Sometimes you know what to do with a story right away, sometimes it takes time. This one emerged a few weeks ago after a long dormancy. I walked past my upright desk, saw my blank pad, and started writing the words you see in the photograph. I had just refilled my pen earlier that day and was curious what the color would look like on paper. One thing led to another. By the time I finished the first page, I realized what was happening: the premise I’d been kicking around forever was becoming a story — and not a crime story, as I’d suspected, but a somewhat surreal work of horror.

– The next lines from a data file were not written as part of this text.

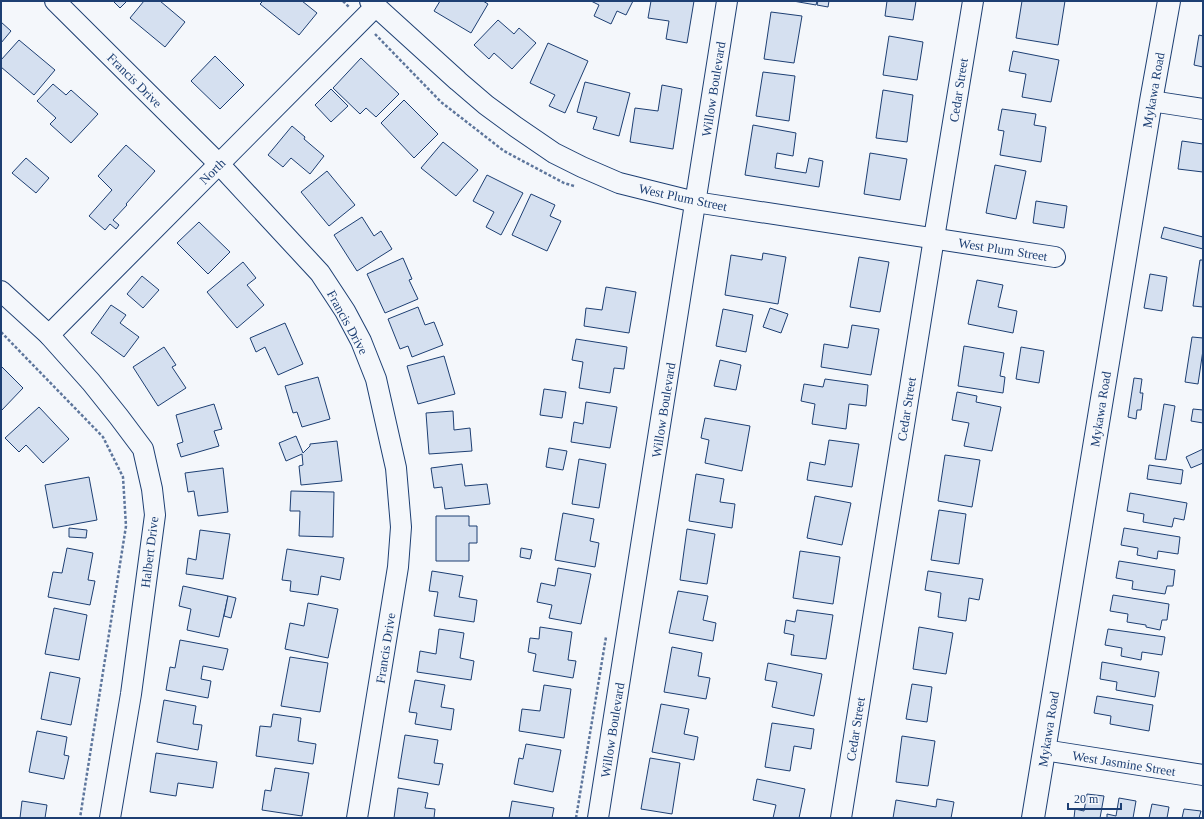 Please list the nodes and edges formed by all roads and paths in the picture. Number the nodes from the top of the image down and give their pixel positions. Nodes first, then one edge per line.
1 (55, 1) edge
2 (727, 1) edge
3 (973, 1) edge
4 (1169, 1) edge
5 (373, 4) edge
6 (362, 20) junction
7 (1151, 101) junction
8 (1203, 109) edge
9 (219, 164) junction
10 (579, 187) dead end
11 (696, 202) junction
12 (934, 238) junction
13 (1055, 257) dead end
14 (1, 291) edge
15 (1, 332) edge
16 (49, 335) junction
17 (607, 630) dead end
18 (1044, 750) junction
19 (1203, 775) edge
20 (80, 818) edge
21 (110, 818) edge
22 (357, 818) edge
23 (576, 818) edge
24 (598, 818) edge
25 (841, 818) edge
26 (1033, 818) edge

1 - 9 street, Francis Drive
2 - 11 street, Willow Boulevard
3 - 12 street, Cedar Street
4 - 7 main road, Mykawa Road
5 - 6 street, North
5 - 11 street, West Plum Street
6 - 9 street, North
6 - 10 path
7 - 8 street
7 - 18 main road, Mykawa Road
9 - 16 street, North
9 - 22 street, Francis Drive
11 - 12 street, West Plum Street
11 - 24 street, Willow Boulevard
12 - 13 street, West Plum Street
12 - 25 street, Cedar Street
14 - 16 street, Halbert Drive
15 - 20 path
16 - 21 street, Halbert Drive
17 - 23 path
18 - 19 street, West Jasmine Street
18 - 26 main road, Mykawa Road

I wrote six pages in total. Several days passed, then I decided to type the pages up, revising as I went. This is the benefit of working on paper: you can’t turn a handwritten manuscript in, so you’re forced to revise and redraft. That’s where the magic often happens. I managed to type about three and a half pages before the bug took over. When I was done, I had about fifteen typed pages, and an outline for the ending.

Then I realized over the weekend that I’d gotten it all wrong. The setting had to change, and so did the point-of-view. I’d been writing through one character’s eyes, and needed two. So I re-wrote again. This time I ended up with twenty-two pages and I was very pleased with the result.

Done? Not yet. I’m a big believer in the sound of writing, so I like to read my pages aloud and revise for the ear. I did this several times, changing and tightening the language. “Slit Trench” wasn’t finished until I’d read it through without wanting to change anything.

When I compare the finished manuscript to the first handwritten pages, the differences are significant. But I was surprised to see how much of the wording, how many turns of phrase ended up making the cut. The value of revision isn’t just that you catch your mistakes. Going through the manuscript over and over teaches you the essential story, shows you what can be cut and what must stay, and reveals the hidden depths. If you can’t bear re-reading the story over and over, it’s not good enough. If you fall in love with the words, then you know you’re done.